The Things We've Seen, page 1

‘There are certain writers whose work you turn to knowing you’ll find extraordinary things there. Borges is one of them, Bolaño another. Agustín Fernández Mallo has become one, too. This novel, which ranges across the world and beyond it, is hugely ambitious in scope. It’s a weird, recursive, paranoiac, funny, menacing and thrilling book.’
— Chris Power, author of A Lonely Man
‘Charmingly voracious and guided by fanatical precision and wit, Mallo ties the loose threads of the world together into intricate, charismatic knots. This is the expansive, omnivorous sort of novel that threatens to show you every thought you’ve ever had in a new and effervescent light, along with so many others you couldn’t have dreamed.’
— Alexandra Kleeman, author of Intimations
‘Some great works create worlds from which to look back at ourselves and recalibrate; The Things We’ve Seen takes the world as it is and plays it back through renewed laws of physics. Rarely has a novel left me with such new eyes, an X-ray view of the present.’
— DBC Pierre, author of Meanwhile in Dopamine City
‘The most original and powerful author of his generation in Spain.’
— Mathias Enard, author of Compass
‘The Things We’ve Seen confirms Fernández Mallo as one of the best writers in Spanish, with an absolutely unique style and fictional world.’
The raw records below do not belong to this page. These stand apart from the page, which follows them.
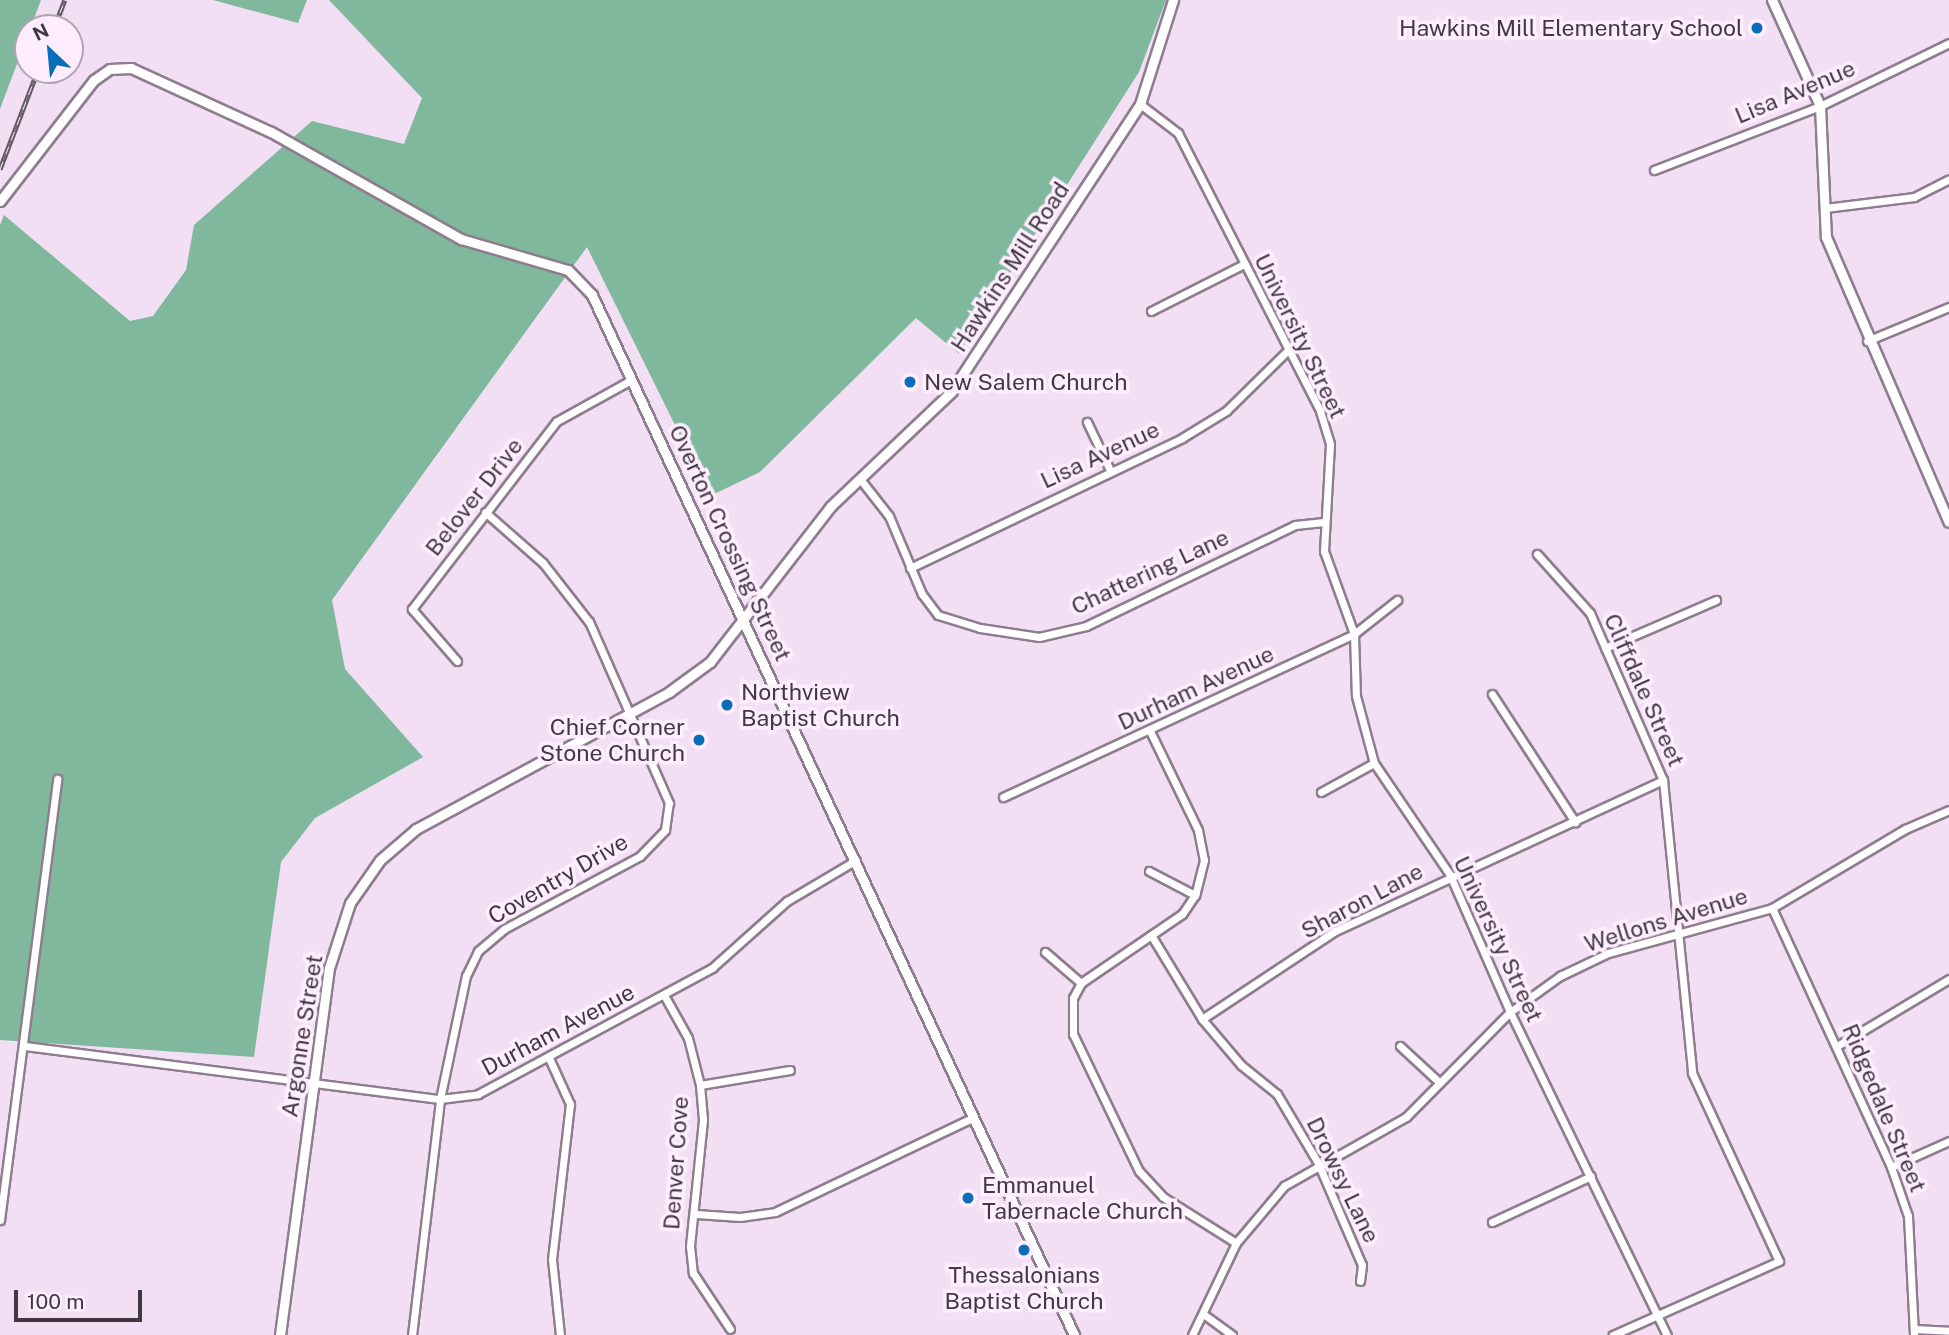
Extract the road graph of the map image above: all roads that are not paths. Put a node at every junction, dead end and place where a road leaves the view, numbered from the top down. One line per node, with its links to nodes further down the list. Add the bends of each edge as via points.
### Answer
1 (1173, 0): 4 (street, Hawkins Mill Road)
2 (1772, 0): 5 (street)
3 (1949, 43): 5 (street, Lisa Avenue)
4 (1140, 104): 10 (street, University Street, via 1178,132); 18 (street, Hawkins Mill Road, via 951,392)
5 (1820, 106): 6 (street, Lisa Avenue); 9 (street)
6 (1654, 170)
7 (1949, 179): 9 (street, via 1913,197)
8 (0, 201): 15 (street, Overton Crossing Street, via 94,80 110,69 131,68 271,132 461,239 568,270 593,295)
9 (1825, 208): 13 (street, via 1826,237)
10 (1244, 264): 12 (street); 14 (street, University Street)
11 (1949, 307): 13 (street)
12 (1151, 311)
13 (1867, 341): 21 (street)
14 (1287, 351): 17 (street, Lisa Avenue, via 1226,411); 20 (street, University Street, via 1320,411 1330,444)
15 (631, 380): 19 (street, Belover Drive, via 557,421); 26 (street, Overton Crossing Street)
16 (1087, 422): 17 (street)
17 (1110, 471): 23 (street, Lisa Avenue)
18 (860, 479): 23 (street, Chattering Lane, via 889,516); 26 (street, Hawkins Mill Road, via 831,506)
19 (485, 512): 29 (street, Belover Drive, via 412,609); 31 (street, Coventry Drive, via 543,563 589,622)
20 (1324, 522): 23 (street, Chattering Lane, via 1295,525 1086,626 1039,637 980,628 938,615); 27 (street, University Street, via 1324,551)
21 (1949, 522)
22 (1537, 554): 28 (street, Cliffdale Street, via 1590,614)
23 (911, 568)
24 (1397, 600): 27 (street, Durham Avenue)
25 (1716, 600): 28 (street)
26 (744, 616): 31 (street, Argonne Street, via 710,662); 40 (street, Overton Crossing Street)
27 (1354, 634): 32 (street, Durham Avenue); 33 (street, University Street, via 1356,696)
28 (1605, 648): 35 (street, Cliffdale Street)
29 (457, 661)
30 (1492, 694): 39 (street)
31 (631, 712): 58 (street, Argonne Street, via 416,829 380,860 350,903 329,968); 61 (street, Coventry Drive, via 669,803 665,830 640,856 504,929 478,951 466,976)
32 (1150, 732): 37 (street, Durham Avenue); 43 (street, via 1198,830 1204,860)
33 (1374, 762): 36 (street); 42 (street, University Street)
34 (57, 779): 53 (street)
35 (1663, 780): 39 (street, Sharon Lane); 46 (street, Cliffdale Street)
36 (1321, 792)
37 (1003, 797)
38 (1949, 810): 44 (street, Wellons Avenue, via 1905,829)
39 (1575, 822): 42 (street, Sharon Lane)
40 (856, 860): 50 (street, Durham Avenue, via 787,901 712,968); 62 (street, Overton Crossing Street)
41 (1149, 871): 43 (street)
42 (1450, 875): 51 (street, University Street); 52 (street, Sharon Lane, via 1335,931)
43 (1195, 895): 45 (street, via 1182,914)
44 (1772, 908): 46 (street, Wellons Avenue); 55 (street, Ridgedale Street)
45 (1151, 935): 49 (street); 52 (street, Drowsy Lane)
46 (1678, 936): 51 (street, Wellons Avenue, via 1608,953 1560,976); 72 (street, Cliffdale Street, via 1692,1073 1779,1261)
47 (1045, 952): 49 (street)
48 (1949, 979): 55 (street)
49 (1081, 983): 70 (street, via 1073,998 1073,1034 1139,1171 1163,1197)
50 (664, 995): 56 (street, Durham Avenue); 60 (street, Denver Cove, via 688,1038)
51 (1510, 1012): 59 (street, Wellons Avenue); 66 (street, University Street)
52 (1202, 1020): 64 (street, Drowsy Lane, via 1241,1065 1277,1094)
53 (25, 1046): 58 (street, Durham Avenue); 68 (street)
54 (1400, 1046): 59 (street)
55 (1837, 1046): 65 (street, Ridgedale Street)
56 (549, 1058): 61 (street, Durham Avenue, via 478,1094); 79 (street, via 570,1104 552,1259)
57 (790, 1070): 60 (street)
58 (314, 1079): 61 (street, Durham Avenue); 77 (street, Argonne Street)
59 (1440, 1083): 64 (street, Wellons Avenue, via 1406,1117)
60 (700, 1085): 67 (street, Denver Cove)
61 (440, 1099): 78 (street, Coventry Drive)
62 (970, 1119): 67 (street, via 775,1212); 80 (street, Overton Crossing Street)
63 (1949, 1141): 65 (street)
64 (1318, 1163): 70 (street, Wellons Avenue, via 1284,1186); 71 (street, Drowsy Lane, via 1362,1265)
65 (1891, 1167): 76 (street, Ridgedale Street, via 1914,1256)
66 (1591, 1176): 69 (street); 72 (street, University Street)
67 (696, 1214): 74 (street, Denver Cove, via 690,1246 693,1273)
68 (0, 1220)
69 (1492, 1222)
70 (1236, 1243): 73 (street, Wellons Avenue)
71 (1360, 1281)
72 (1658, 1315): 83 (street); 84 (street, University Street)
73 (1206, 1316): 81 (street, Wellons Avenue); 82 (street)
74 (730, 1329)
75 (1949, 1331): 76 (street)
76 (1914, 1332)
77 (281, 1335)
78 (412, 1335)
79 (560, 1335)
80 (1074, 1335)
81 (1192, 1335)
82 (1232, 1335)
83 (1613, 1335)
84 (1667, 1335)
— Jorge Carrión, New York Times in Spanish
‘A strange and original sensibility at work – one that combines a deep commitment to the possibilities of art with a gonzo spirit and a complete absence of pretention.’
— Christopher Beha, Harper’s
THE THINGS WE’VE SEEN
AGUSTÍN FERNÁNDEZ MALLO
Translated by
THOMAS BUNSTEAD
‘It’s a mistake to take the things we’ve seen as a given.’
— Carlos Oroza
‘Toto, I’ve a feeling we’re not in Kansas any more.’
— The Wizard of Oz
Contents
TITLE PAGE
EPIGRAPH
BOOK I: San Simón Island (Fossil Fuels)
PART ONE
PART TWO
PART THREE
BOOK II: USA (Mickey Mouse grew and grew and turned into a cow)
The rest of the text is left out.